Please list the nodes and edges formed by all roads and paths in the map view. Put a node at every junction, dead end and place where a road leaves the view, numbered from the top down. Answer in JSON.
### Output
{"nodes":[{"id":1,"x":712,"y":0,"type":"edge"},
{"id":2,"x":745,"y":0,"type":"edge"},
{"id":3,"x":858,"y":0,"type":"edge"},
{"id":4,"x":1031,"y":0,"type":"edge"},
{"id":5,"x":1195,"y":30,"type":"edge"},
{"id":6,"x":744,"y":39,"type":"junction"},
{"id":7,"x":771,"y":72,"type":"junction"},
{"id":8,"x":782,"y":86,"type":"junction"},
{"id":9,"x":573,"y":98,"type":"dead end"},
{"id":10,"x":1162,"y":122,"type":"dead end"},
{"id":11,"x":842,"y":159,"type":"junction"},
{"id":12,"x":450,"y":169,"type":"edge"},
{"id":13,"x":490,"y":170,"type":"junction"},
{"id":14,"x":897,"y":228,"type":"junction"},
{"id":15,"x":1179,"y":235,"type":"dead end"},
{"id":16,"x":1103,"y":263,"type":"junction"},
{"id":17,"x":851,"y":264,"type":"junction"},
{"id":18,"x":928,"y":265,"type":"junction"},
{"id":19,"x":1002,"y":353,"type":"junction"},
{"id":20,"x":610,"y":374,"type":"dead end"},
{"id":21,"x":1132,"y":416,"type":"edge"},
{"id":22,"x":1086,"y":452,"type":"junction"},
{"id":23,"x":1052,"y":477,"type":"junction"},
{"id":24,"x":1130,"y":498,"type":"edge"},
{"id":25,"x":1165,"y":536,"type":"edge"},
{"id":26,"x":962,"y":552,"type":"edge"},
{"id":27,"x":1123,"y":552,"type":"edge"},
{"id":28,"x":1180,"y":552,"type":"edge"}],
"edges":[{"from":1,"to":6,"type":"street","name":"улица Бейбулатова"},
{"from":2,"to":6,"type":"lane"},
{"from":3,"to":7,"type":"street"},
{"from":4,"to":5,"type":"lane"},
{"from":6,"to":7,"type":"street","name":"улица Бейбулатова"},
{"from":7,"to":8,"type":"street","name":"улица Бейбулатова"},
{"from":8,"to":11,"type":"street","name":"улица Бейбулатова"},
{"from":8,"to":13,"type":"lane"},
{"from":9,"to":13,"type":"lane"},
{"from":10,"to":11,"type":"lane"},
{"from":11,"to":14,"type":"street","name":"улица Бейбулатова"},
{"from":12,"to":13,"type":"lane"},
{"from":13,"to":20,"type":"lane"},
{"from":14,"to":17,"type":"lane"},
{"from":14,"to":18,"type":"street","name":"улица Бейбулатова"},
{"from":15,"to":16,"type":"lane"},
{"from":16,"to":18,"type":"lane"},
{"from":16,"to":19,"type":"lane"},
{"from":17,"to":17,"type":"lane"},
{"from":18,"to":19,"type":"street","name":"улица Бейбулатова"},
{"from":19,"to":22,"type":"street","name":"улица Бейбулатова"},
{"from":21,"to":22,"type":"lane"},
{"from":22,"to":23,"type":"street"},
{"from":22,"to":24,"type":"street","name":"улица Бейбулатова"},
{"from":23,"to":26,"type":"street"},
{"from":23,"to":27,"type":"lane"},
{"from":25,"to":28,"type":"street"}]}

__Exercise details__
Search the listing above for the string "улица" and return each line it appears on.

__Worked solution__
"edges":[{"from":1,"to":6,"type":"street","name":"улица Бейбулатова"},
{"from":6,"to":7,"type":"street","name":"улица Бейбулатова"},
{"from":7,"to":8,"type":"street","name":"улица Бейбулатова"},
{"from":8,"to":11,"type":"street","name":"улица Бейбулатова"},
{"from":11,"to":14,"type":"street","name":"улица Бейбулатова"},
{"from":14,"to":18,"type":"street","name":"улица Бейбулатова"},
{"from":18,"to":19,"type":"street","name":"улица Бейбулатова"},
{"from":19,"to":22,"type":"street","name":"улица Бейбулатова"},
{"from":22,"to":24,"type":"street","name":"улица Бейбулатова"},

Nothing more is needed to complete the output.